This week is Alabama College Application week and I’m proud to be partnering with Alabama Possible and the Alabama Department of Education to encourage high school seniors to apply to Alabama colleges and universities for free. This week – November 4 through November 8 – is a unique opportunity for students from all backgrounds and zip codes to send in their college applications without having to worry about the additional application costs.
If you – or someone you know — are a high school senior with dreams of achieving a higher education, I encourage you to take advantage of Alabama College Application Week and apply to participating Alabama schools for free. Let’s spread the word and make sure young people know about this great opportunity.
As a father of three children who went off to college, education has been one of my top priorities in the Senate and on the campaign trail, so this week is particularly important to me.
The Free Application For Federal Student Aid (FAFSA) form is often the most important form a student and their family submit before college; it can determine a student’s school choice and their future. And I’ve heard from students across Alabama who say that the FAFSA form is so lengthy and intimidating that they often aren’t able to complete it and ultimately miss out on the federal aid that they need. In fact, last year alone, Alabama high school graduates left $57.5 million in federal aid on the table by not submitting a FAFSA application. This shouldn’t be the case, and it isn’t fair to our students.
In order to simplify the federal aid process, I worked across the aisle to introduce legislation that would significantly cut down the FAFSA form from 108 questions to between 17 – 30 questions. But until this legislation is signed into law, students should still fill out the entire form so they don’t miss out on federal aid. Making sure students are filling out their FAFSAs and getting all the financial aid they deserve will help set them up for a stronger financial future and hopefully reduce their debt after graduation and set them up for success.
Alabama is also home to more Historically Black Colleges and Universities (HBCUs) than any other state in the nation – an achievement that we can all be proud of. In order to make sure that our great HBCUs in Alabama and across the country receive the federal funding they need to keep educating our students, I worked with my colleague, Senator Kamala Harris, to secure a 14 percent increase in discretionary federal funding. And I want to continue hearing from HBCU students, faculty and community members about what matters to you, so be sure to keep an eye out for my second annual HBCU summit at Alabama State University in February.

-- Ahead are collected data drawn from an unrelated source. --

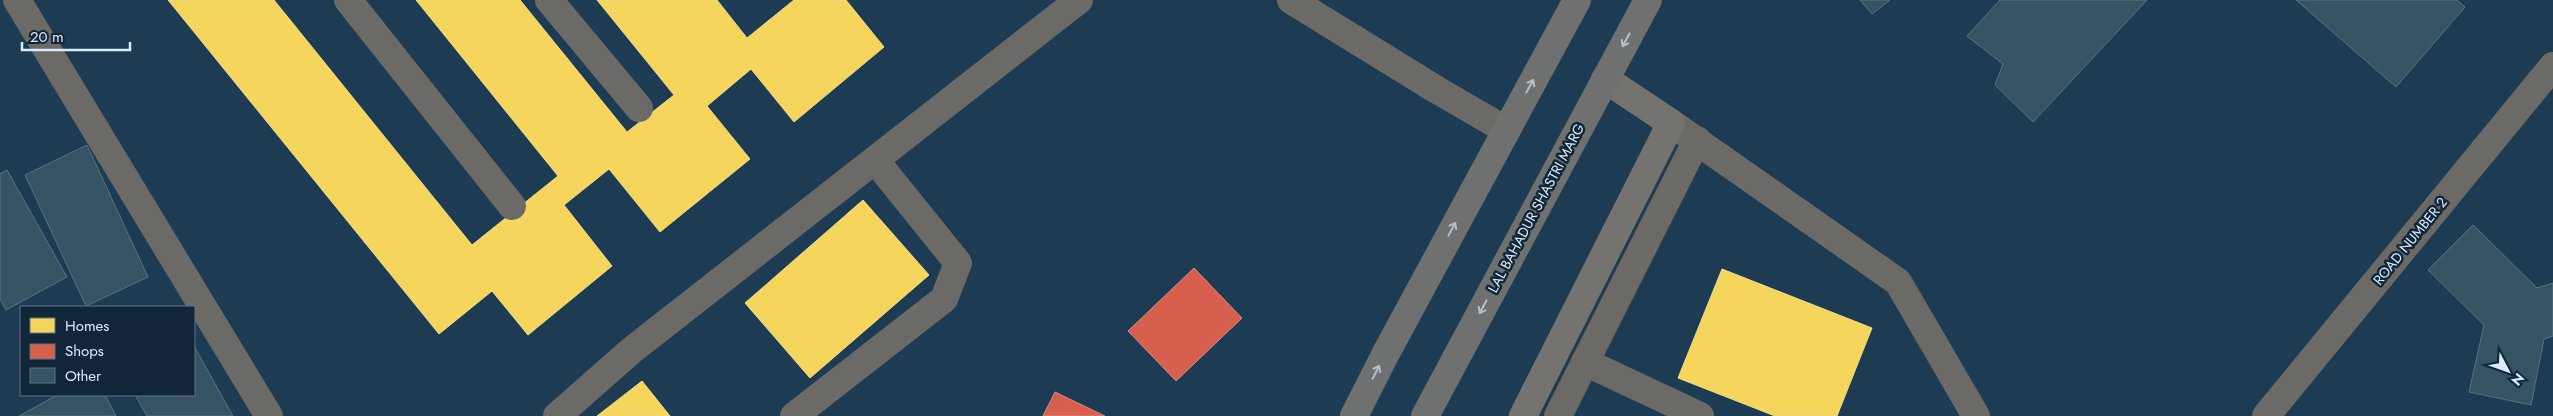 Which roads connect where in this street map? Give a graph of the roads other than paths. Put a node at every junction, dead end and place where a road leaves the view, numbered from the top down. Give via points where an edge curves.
1 (17, 0) edge
2 (348, 0) edge
3 (549, 0) edge
4 (1079, 0) edge
5 (1292, 0) edge
6 (1577, 0) edge
7 (1648, 0) edge
8 (0, 10) edge
9 (2553, 66) edge
10 (1604, 79) junction
11 (638, 108) dead end
12 (1671, 123) junction
13 (1506, 130) junction
14 (1696, 140) junction
15 (875, 160) junction
16 (512, 206) dead end
17 (1585, 362) junction
18 (269, 416) edge
19 (557, 416) edge
20 (794, 416) edge
21 (1354, 416) edge
22 (1425, 416) edge
23 (1523, 416) edge
24 (1558, 416) edge
25 (1700, 416) edge
26 (1976, 416) edge
27 (2266, 416) edge

1 - 8 street
1 - 18 street
2 - 16 street
3 - 11 street
4 - 15 street
5 - 13 street
13 -> 6 main road
7 -> 10 main road, LAL BAHADUR SHASTRI MARG
9 - 27 street, ROAD NUMBER 2
10 - 12 street
10 -> 22 main road, LAL BAHADUR SHASTRI MARG
12 - 14 street
12 - 23 street
21 -> 13 main road
14 - 17 street
14 - 26 street via 1898,282
15 - 19 street via 632,350
15 - 20 street via 958,263 944,298
17 - 24 street
17 - 25 street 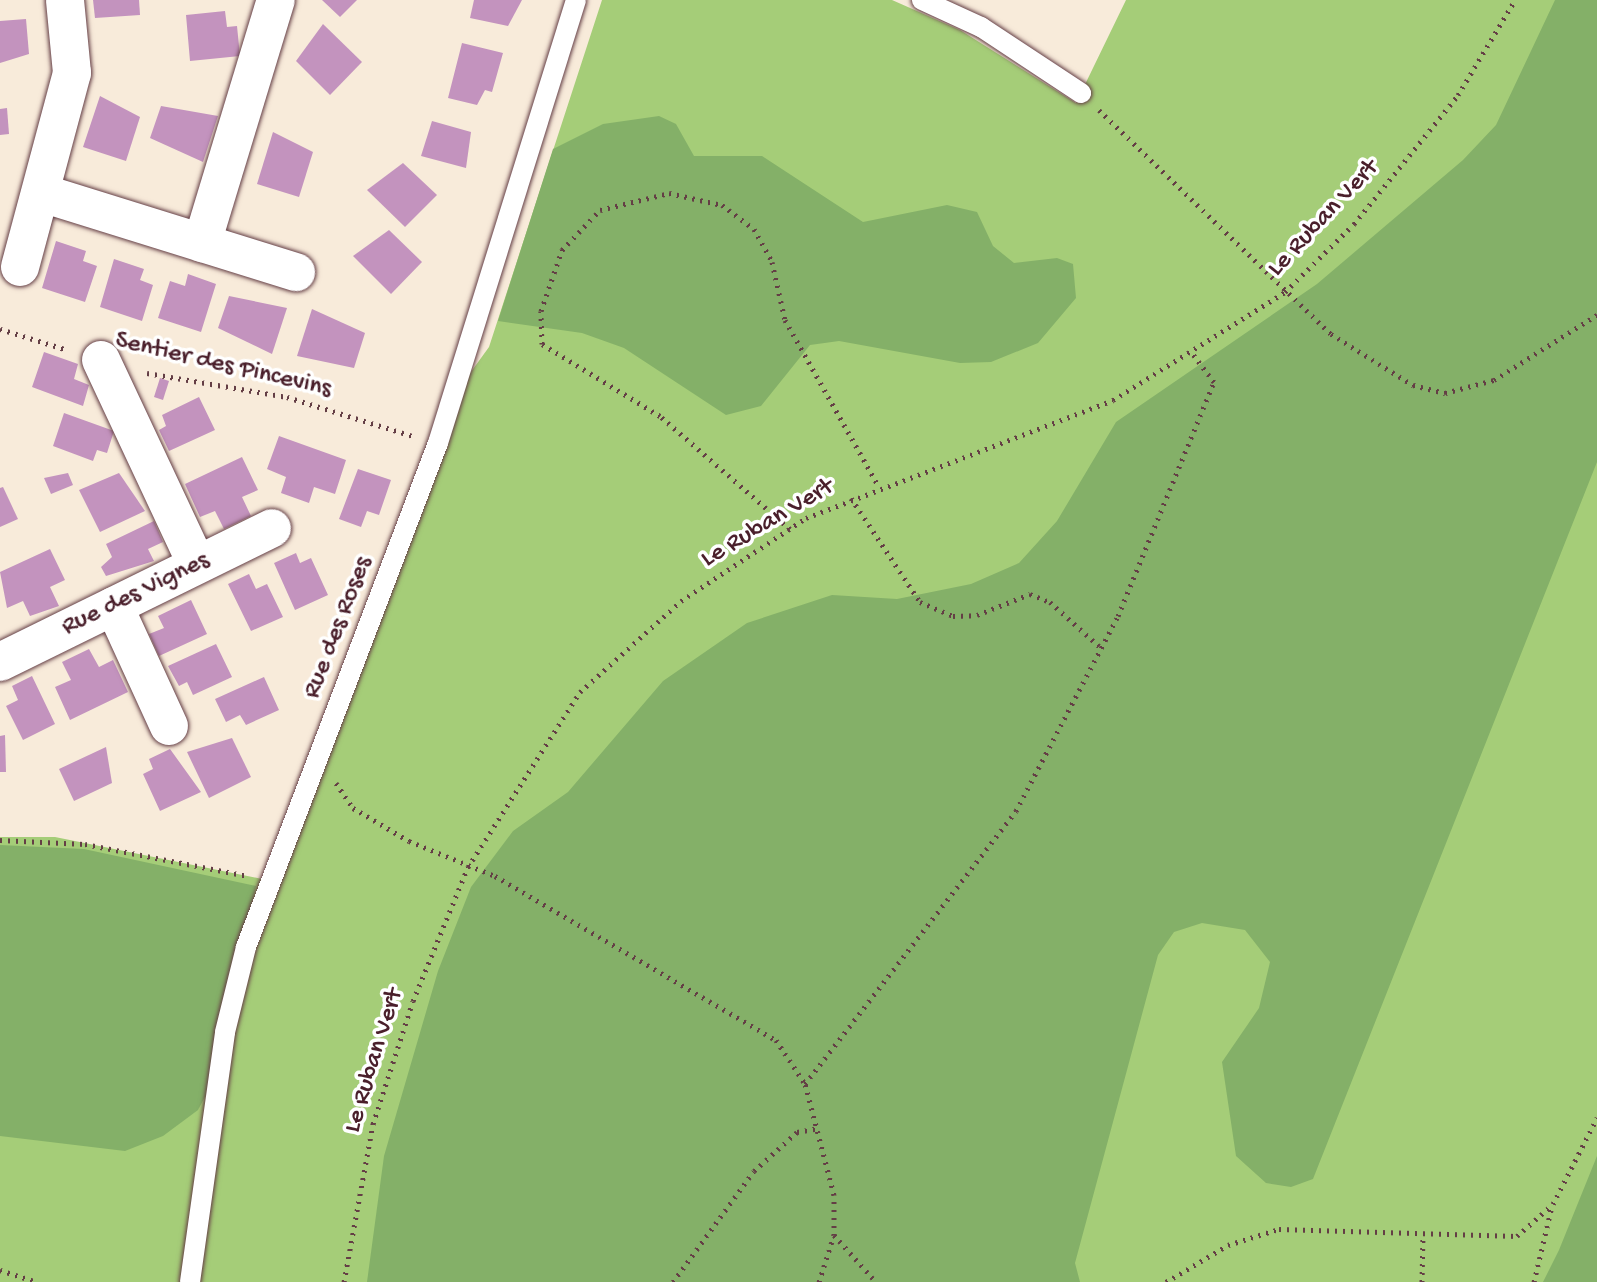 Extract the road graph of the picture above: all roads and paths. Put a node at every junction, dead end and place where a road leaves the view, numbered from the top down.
1 (65, 0) edge
2 (276, 0) edge
3 (576, 0) edge
4 (922, 0) edge
5 (1515, 0) edge
6 (1081, 93) joint
7 (45, 194) junction
8 (202, 243) junction
9 (20, 267) dead end
10 (296, 272) dead end
11 (1285, 292) junction
12 (1597, 315) edge
13 (0, 329) edge
14 (1192, 353) junction
15 (101, 360) junction
16 (438, 443) junction
17 (878, 485) junction
18 (851, 498) junction
19 (272, 528) dead end
20 (790, 529) junction
21 (197, 565) junction
22 (114, 606) junction
23 (1101, 648) junction
24 (0, 662) edge
25 (169, 726) dead end
26 (318, 755) junction
27 (0, 840) edge
28 (468, 867) junction
29 (267, 880) junction
30 (805, 1084) junction
31 (1597, 1118) edge
32 (820, 1128) junction
33 (1553, 1204) junction
34 (834, 1235) junction
35 (1423, 1236) junction
36 (0, 1270) edge
37 (36, 1282) edge
38 (190, 1282) edge
39 (344, 1282) edge
40 (673, 1282) edge
41 (819, 1282) edge
42 (876, 1282) edge
43 (1166, 1282) edge
44 (1422, 1282) edge
45 (1534, 1282) edge

1 - 7 street
2 - 8 street
3 - 16 lane, Rue des Roses
4 - 6 lane
5 - 11 path, Le Ruban Vert
6 - 11 path
7 - 8 street
7 - 9 street
8 - 10 street
11 - 12 path
11 - 14 path, Le Ruban Vert
13 - 15 path, Sentier des Pincevins
14 - 17 path, Le Ruban Vert
14 - 23 path
15 - 16 path, Sentier des Pincevins
15 - 21 street
16 - 26 lane, Rue des Roses
17 - 18 path, Le Ruban Vert
17 - 20 path
18 - 20 path, Le Ruban Vert
18 - 23 path
19 - 21 street, Rue des Vignes
20 - 28 path, Le Ruban Vert
21 - 22 street, Rue des Vignes
22 - 24 street, Rue des Vignes
22 - 25 street
23 - 30 path
26 - 28 path
26 - 29 lane, Rue des Roses
27 - 29 path
28 - 30 path
28 - 39 path, Le Ruban Vert
29 - 38 lane, Rue des Roses
30 - 32 path
31 - 33 path
32 - 34 path
32 - 40 path
33 - 35 path
33 - 45 path
34 - 41 path
34 - 42 path
35 - 43 path
35 - 44 path
36 - 37 path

While there are many paths to higher education and job training, I’m committed to a future where all Alabamians are able to achieve their educational dreams and build a bright future for themselves and their families, right here in Alabama. I’m bringing this focus with me on the campaign trail, with the message of “One Alabama”, which means that everyone, no matter their race, religion, zip code or disability, is able to succeed in a world where no one is left behind – and that includes educational opportunities for everyone.
So let’s work together to make sure Alabama students take the opportunity to apply to colleges and universities for free this week. If you have a college-ready student in your life, encourage them to visit AlabamaPossible.org to see a list of participating schools. To apply to participating schools, visit the school’s website and locate their “Apply” page.